Karyne Tinord in one of her original pieces. Photo by Angie Vasquez.

“At first, some people were telling me, ‘I don’t even understand that… Like, why would you do that?’ But I kept working on my craft,” Tinord said. 

“I was just like, ‘Then it’s not for you.’ I’ve created it because this was placed on my heart to create it.

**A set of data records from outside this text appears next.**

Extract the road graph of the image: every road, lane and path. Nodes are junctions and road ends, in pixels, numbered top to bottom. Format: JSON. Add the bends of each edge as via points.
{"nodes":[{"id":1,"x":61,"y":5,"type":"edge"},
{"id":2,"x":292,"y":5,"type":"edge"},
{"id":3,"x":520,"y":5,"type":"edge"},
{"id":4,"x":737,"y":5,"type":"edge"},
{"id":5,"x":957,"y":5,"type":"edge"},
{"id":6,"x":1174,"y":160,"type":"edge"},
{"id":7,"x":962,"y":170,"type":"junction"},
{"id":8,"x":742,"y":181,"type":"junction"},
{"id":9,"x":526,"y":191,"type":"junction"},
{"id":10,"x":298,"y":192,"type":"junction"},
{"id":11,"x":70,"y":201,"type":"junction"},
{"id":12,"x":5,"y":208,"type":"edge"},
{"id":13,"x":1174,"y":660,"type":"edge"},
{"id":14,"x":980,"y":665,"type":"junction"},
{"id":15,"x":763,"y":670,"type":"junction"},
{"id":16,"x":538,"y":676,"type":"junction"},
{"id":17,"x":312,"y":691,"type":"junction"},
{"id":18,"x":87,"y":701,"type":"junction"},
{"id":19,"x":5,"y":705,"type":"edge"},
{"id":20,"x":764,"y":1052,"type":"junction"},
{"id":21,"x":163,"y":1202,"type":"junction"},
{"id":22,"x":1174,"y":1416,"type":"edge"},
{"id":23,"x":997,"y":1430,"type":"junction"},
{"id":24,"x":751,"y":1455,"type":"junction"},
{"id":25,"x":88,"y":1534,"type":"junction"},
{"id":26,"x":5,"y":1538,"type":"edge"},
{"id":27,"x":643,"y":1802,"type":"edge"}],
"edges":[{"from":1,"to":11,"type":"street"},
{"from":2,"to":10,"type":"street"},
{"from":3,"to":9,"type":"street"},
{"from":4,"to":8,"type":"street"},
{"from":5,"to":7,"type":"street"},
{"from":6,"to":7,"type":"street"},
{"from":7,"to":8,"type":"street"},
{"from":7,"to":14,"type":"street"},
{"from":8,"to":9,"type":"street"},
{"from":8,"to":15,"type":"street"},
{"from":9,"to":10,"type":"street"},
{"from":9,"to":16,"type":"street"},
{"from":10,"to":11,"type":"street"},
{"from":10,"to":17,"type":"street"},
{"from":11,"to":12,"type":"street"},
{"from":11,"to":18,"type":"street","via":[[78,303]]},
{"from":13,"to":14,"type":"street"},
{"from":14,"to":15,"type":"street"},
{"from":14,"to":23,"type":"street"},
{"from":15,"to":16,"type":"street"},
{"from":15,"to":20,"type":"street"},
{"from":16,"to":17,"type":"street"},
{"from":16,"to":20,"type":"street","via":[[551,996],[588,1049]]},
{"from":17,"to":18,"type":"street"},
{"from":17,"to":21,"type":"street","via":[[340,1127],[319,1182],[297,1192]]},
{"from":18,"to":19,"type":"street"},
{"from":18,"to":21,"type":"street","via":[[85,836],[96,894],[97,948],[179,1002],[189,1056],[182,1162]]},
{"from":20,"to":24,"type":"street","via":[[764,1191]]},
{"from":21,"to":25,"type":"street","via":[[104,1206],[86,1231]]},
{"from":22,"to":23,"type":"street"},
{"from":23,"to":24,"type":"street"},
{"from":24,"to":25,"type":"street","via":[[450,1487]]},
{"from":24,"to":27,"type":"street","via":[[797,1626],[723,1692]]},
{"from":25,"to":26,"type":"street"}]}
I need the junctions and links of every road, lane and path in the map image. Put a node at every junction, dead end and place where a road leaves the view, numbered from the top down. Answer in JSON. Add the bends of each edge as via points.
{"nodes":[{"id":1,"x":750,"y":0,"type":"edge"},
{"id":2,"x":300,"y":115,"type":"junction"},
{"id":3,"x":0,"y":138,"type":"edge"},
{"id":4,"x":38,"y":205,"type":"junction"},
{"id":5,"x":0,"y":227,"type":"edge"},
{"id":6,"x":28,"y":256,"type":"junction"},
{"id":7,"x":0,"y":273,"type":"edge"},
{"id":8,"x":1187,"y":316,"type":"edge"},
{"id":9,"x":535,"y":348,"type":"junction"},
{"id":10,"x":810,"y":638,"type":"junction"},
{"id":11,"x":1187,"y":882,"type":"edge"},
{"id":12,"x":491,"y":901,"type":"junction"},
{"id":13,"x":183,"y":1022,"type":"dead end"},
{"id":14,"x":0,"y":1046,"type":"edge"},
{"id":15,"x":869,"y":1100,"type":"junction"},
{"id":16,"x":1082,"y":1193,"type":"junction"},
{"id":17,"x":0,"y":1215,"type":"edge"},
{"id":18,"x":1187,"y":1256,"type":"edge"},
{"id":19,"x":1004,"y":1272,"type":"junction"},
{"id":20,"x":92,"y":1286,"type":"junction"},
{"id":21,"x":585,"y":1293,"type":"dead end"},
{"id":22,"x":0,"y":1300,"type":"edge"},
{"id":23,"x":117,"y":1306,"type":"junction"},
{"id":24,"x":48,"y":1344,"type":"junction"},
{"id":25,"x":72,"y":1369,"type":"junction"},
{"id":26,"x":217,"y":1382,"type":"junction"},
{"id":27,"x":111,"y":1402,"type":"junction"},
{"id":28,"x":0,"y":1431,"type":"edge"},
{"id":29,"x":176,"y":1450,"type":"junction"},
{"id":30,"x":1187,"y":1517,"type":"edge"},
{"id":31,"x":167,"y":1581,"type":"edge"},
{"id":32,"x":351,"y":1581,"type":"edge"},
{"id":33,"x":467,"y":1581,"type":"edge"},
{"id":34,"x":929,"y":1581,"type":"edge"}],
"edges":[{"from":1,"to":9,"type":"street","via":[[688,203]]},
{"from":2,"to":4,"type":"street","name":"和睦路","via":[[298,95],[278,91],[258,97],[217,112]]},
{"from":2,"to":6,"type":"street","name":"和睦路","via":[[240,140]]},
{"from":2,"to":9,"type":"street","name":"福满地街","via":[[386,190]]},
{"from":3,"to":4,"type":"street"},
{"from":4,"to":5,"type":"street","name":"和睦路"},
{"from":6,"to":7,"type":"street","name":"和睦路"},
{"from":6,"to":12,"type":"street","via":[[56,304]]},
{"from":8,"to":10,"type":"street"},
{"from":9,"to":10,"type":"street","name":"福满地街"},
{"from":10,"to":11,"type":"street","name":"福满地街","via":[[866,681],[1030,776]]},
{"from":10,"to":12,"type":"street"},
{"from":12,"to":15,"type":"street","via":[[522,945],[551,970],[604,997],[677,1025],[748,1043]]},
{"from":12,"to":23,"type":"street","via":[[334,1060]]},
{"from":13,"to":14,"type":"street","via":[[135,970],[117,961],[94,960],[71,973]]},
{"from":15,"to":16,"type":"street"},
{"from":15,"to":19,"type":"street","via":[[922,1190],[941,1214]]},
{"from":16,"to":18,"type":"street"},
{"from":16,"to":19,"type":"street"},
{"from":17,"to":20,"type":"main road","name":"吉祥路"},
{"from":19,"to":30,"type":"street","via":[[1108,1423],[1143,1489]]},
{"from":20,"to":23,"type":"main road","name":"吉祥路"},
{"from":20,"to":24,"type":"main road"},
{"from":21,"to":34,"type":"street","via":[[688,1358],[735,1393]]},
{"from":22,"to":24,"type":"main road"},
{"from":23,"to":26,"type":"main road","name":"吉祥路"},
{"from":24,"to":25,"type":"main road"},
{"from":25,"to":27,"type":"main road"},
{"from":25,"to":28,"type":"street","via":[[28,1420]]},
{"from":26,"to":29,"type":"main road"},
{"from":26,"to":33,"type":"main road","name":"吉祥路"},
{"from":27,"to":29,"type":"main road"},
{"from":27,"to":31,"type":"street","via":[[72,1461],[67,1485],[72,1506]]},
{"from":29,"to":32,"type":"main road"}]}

Now, people love it.” 

Her brand, Kay De Trés — which, in Haitian Kreyol, means ‘House of Braids’ — champions breathtaking bras, skirts, dresses, face masks, bags, headdresses, wall hangings and more.

Karyne Tinord peeks through her braid curtain Photo: BK Reader

Tinord’s recognized that her multicolored wearable art could pioneer a new way to celebrate Black hairstyles and spark conversation.

“What I want to achieve is getting people to see braids differently from the norm,” Tinord said, adding, “I think sometimes people think braids can be ‘ghetto.” And they are so, so wrong.”

Her braid fashions, which combine street style and haute couture silhouettes, quickly got attention from Tinord’s clients, artists and models who wanted to rock her pieces.

Tinord’s impressive wall art, which could double as a curtain or a step and repeat, is made of 42 colorful bundles of intricately braided hair.

Some of her dresses are special tributes to critically acclaimed Black pop culture figures who have passed on, including rappers DMX and Nipsey Hustle, and basketball player Kobe Bryant. 

Model Veronica Rose in a wearable art piece made by Karyne Tinord in tribute to Nipsey Hustle. Photo by Woodline Dorcin.

Currently, all of her hair art apparel is made out of bundles from X-Pressions, and she has an upcoming partnership in the works with another braid company.

Tinord, who is Haitian American, said it was important for her to showcase the diversity of braids in different cultures.

“All over the world in every culture, there are different types of braids, with all different purposes,” Tinord said. 

“Braids are just one way we are bonded, in some form. That’s what I want people to take from my pieces.

Model Nikki Phillip in the first-ever Kay de Trés photoshoot. Photo by Joe Nunez.

“I started making and wearing the pieces for myself because a lot of people wanted to see how functional it is — like it’s not is it for just a supermodel body type,” Tinord said. “It’s really for everyone.”

In addition to her wearable hair art, Tinord is opening the Better Braiding Academy in March to teach the next wave of entrepreneurial hair braiders her painless braiding techniques.

Her work is currently on display at NYBeauty Suites, a new co-working space in Downtown Brooklyn for entrepreneurs in the beauty industry. 

To rent or purchase Tinord’s braid art, reach out to the artist over Instagram or through her website to make an appointment at her studio. Pricing for the garments starts at $250.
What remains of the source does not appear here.